The exhibition Cities of the world. views and plans brings together a careful selection of views and plans of world cities throughout history, with the purpose that Georg Braun summarized in the prologue to his monumental "Civitates Orbis Terrarum" at the end of the 16th century: "What would be more pleasant than In the safety of our homes, without fear of danger, to be able to contemplate in these books the shape of the entire earth we inhabit, adorned with the splendor of its various regions, rivers, cities, and fortresses?" Exhibition can be seen at Museo de Santa Cruz, Sala de exposiciones temporales C/ Cervantes, 3.



February 14, 2020 – February 12, 2023 – Oakland
We all use maps in our everyday lives—to navigate public transportation, find places to eat, and visualize big data like weather patterns or political opinions. But have you ever considered the deeper stories maps tell us? In You Are Here: California Stories on the Map, you’ll discover there’s more to maps than meets the eye.
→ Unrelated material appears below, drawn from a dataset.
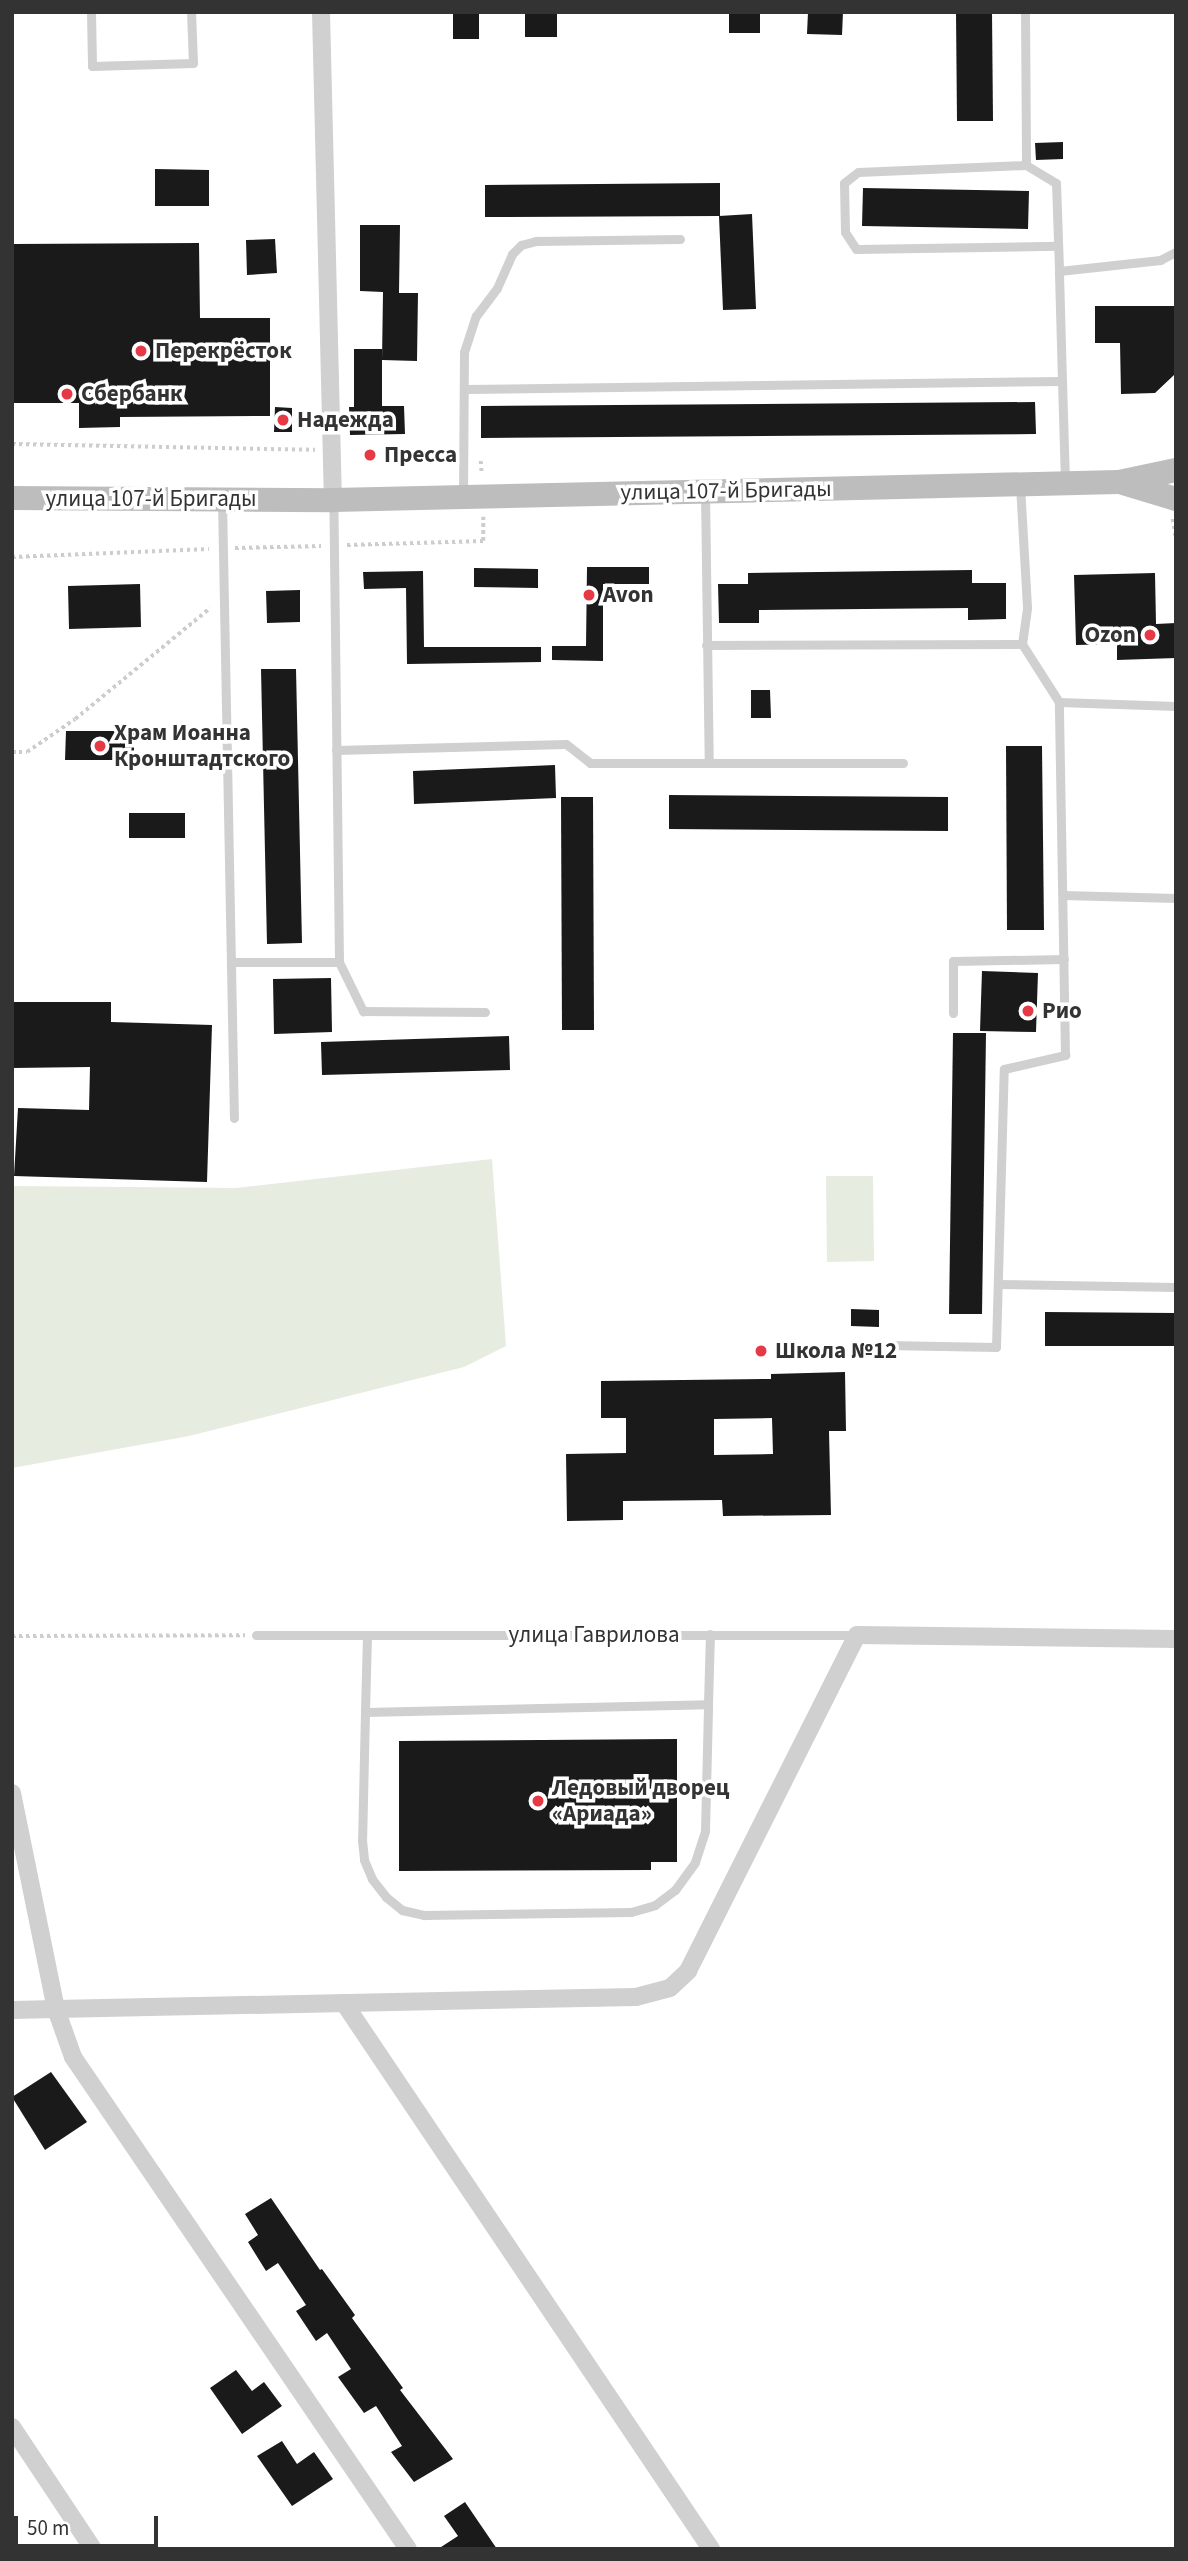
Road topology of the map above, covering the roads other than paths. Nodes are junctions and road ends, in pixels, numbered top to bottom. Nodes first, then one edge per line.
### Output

Showcasing a diverse range of maps from Oakland, the Bay Area, and California—from environmental surroundings and health conditions to community perspectives and creative artworks—experience how maps can be a powerful tool to share unique points of view and imagine a better future. Explore new perspectives of familiar places through maps made by the community, and mark your own stories on the community map inside the exhibition. The exhibit encompasses more than 50 maps divided with segmented focus on climate change, nature, public health, community projects, and maps from a personal perspective. It can be viewed in Oakland Museum of California, 1000 Oak St.



November 12, 2022 - February 18, 2023 - North Devon, England
The Museum of Barnstaple and North Devon tells the stories of the people and landscapes of North Devon. The exhibition Mapping Our Town accompanies the publication of a new book edited by Todd Gray, exploring 17th century Barnstaple. Highlighting a recent discovery in the Bodleian Library. A detailed map of Barnstaple during 1650 by Richard Newcourt, 200 years earlier than any known map of the area. Returning to Barnstaple, this map together with items from our own and South West Heritage Trust collections, including paintings, the Abbott family sketchbook, architectural fragments, cannon balls and documents aims to create a picture of Barnstaple in 1650.
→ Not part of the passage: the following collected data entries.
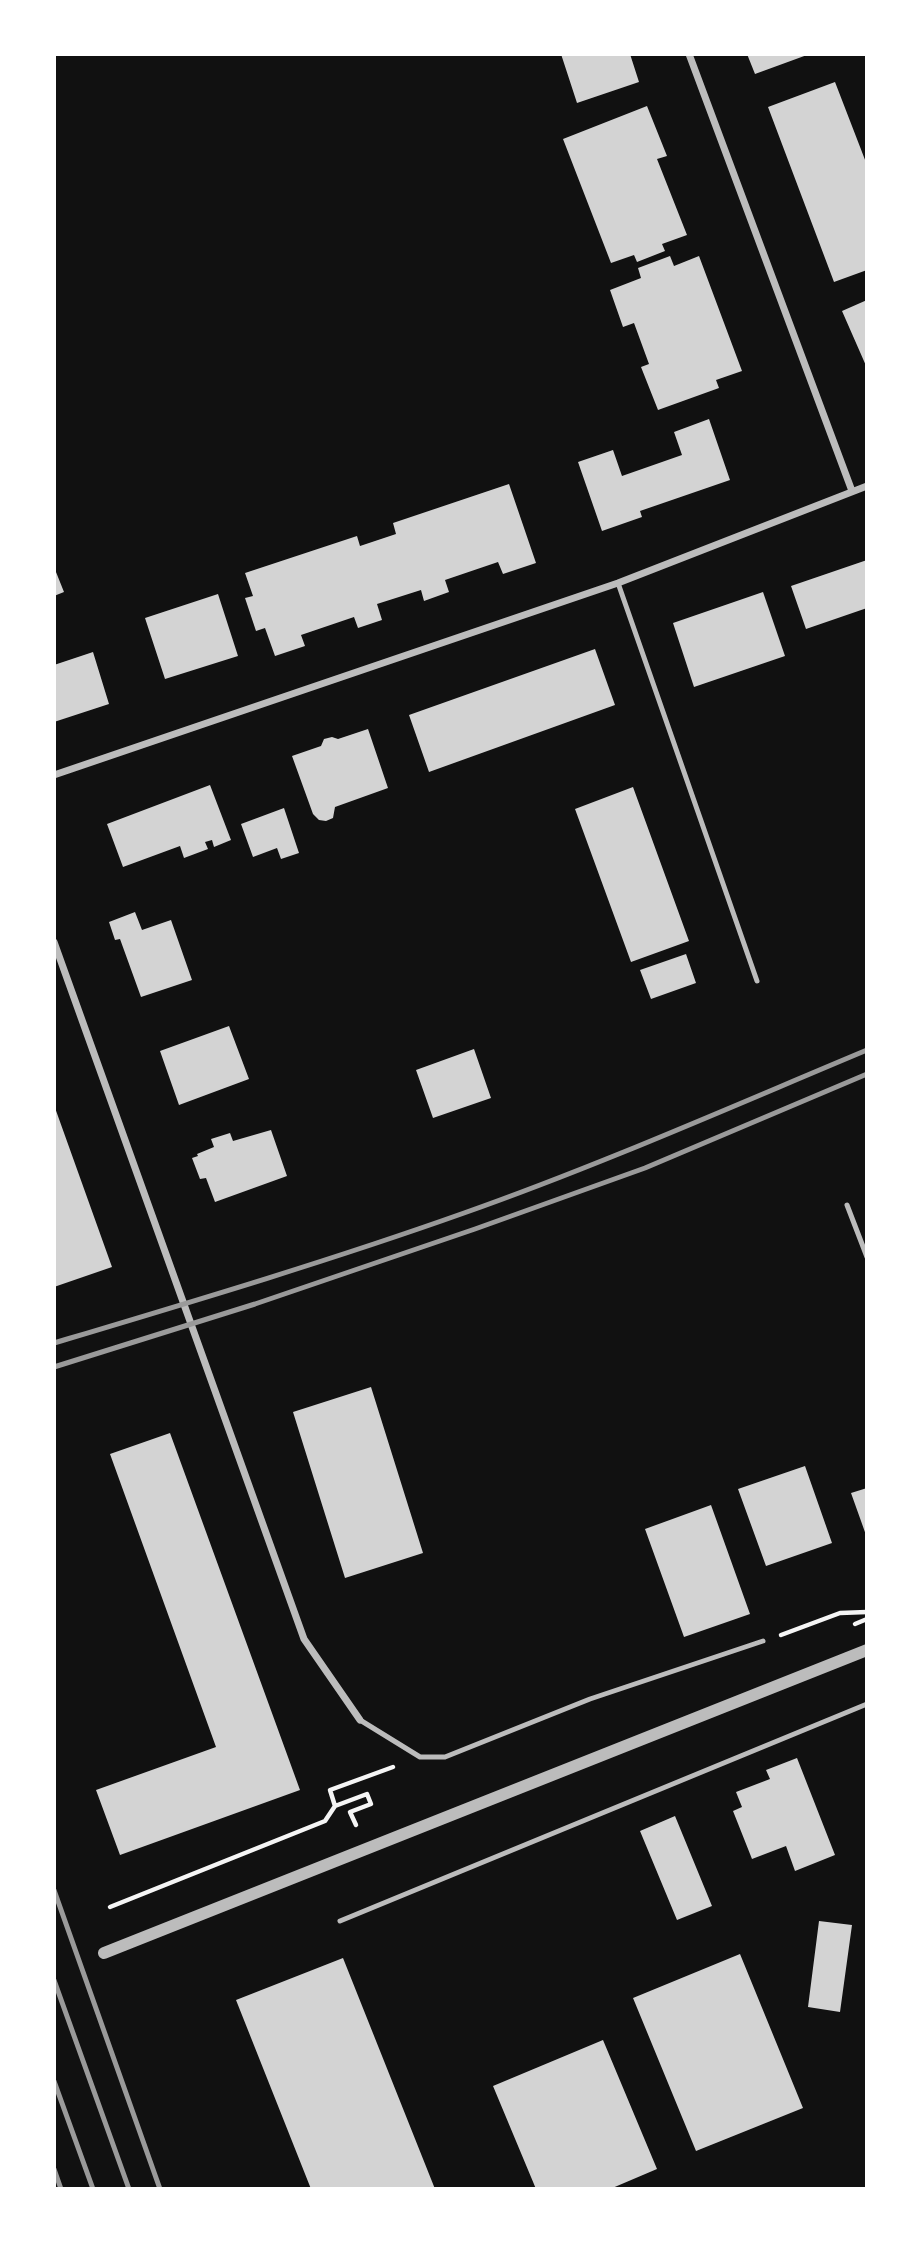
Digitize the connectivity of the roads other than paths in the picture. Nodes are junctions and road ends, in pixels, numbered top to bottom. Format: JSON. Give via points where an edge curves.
{"nodes":[{"id":1,"x":689,"y":54,"type":"edge"},
{"id":2,"x":867,"y":486,"type":"edge"},
{"id":3,"x":852,"y":491,"type":"junction"},
{"id":4,"x":618,"y":583,"type":"junction"},
{"id":5,"x":54,"y":775,"type":"edge"},
{"id":6,"x":54,"y":942,"type":"edge"},
{"id":7,"x":757,"y":981,"type":"dead end"},
{"id":8,"x":847,"y":1205,"type":"dead end"},
{"id":9,"x":867,"y":1257,"type":"edge"},
{"id":10,"x":763,"y":1641,"type":"road end"},
{"id":11,"x":867,"y":1650,"type":"edge"},
{"id":12,"x":867,"y":1704,"type":"edge"},
{"id":13,"x":360,"y":1720,"type":"joint"},
{"id":14,"x":340,"y":1921,"type":"dead end"},
{"id":15,"x":104,"y":1952,"type":"dead end"}],
"edges":[{"from":1,"to":3,"type":"street"},
{"from":2,"to":3,"type":"street"},
{"from":3,"to":4,"type":"street"},
{"from":4,"to":5,"type":"street"},
{"from":4,"to":7,"type":"lane"},
{"from":6,"to":13,"type":"street","via":[[304,1639]]},
{"from":8,"to":9,"type":"lane"},
{"from":10,"to":13,"type":"lane","via":[[590,1699],[445,1757],[420,1757]]},
{"from":11,"to":15,"type":"street"},
{"from":12,"to":14,"type":"lane"}]}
November 17, 2022 - February 19, 2023 – Oxford
The Bodleian Libraries, partnered with the Museum of Colour and Fusion Arts, has curated These Things Matter: Empire, Exploitation and Everyday-Racism, a new exhibition exploring the ‘devastating and long term effects’ of the British Empire. These Things Matter will showcase how maps, letters and the Bible were edited deliberately to manipulate millions of people and to justify the Transatlantic Slave Trade. These Things Matter runs in Blackwell Hall at the Weston Library and online through the Museum of Colour.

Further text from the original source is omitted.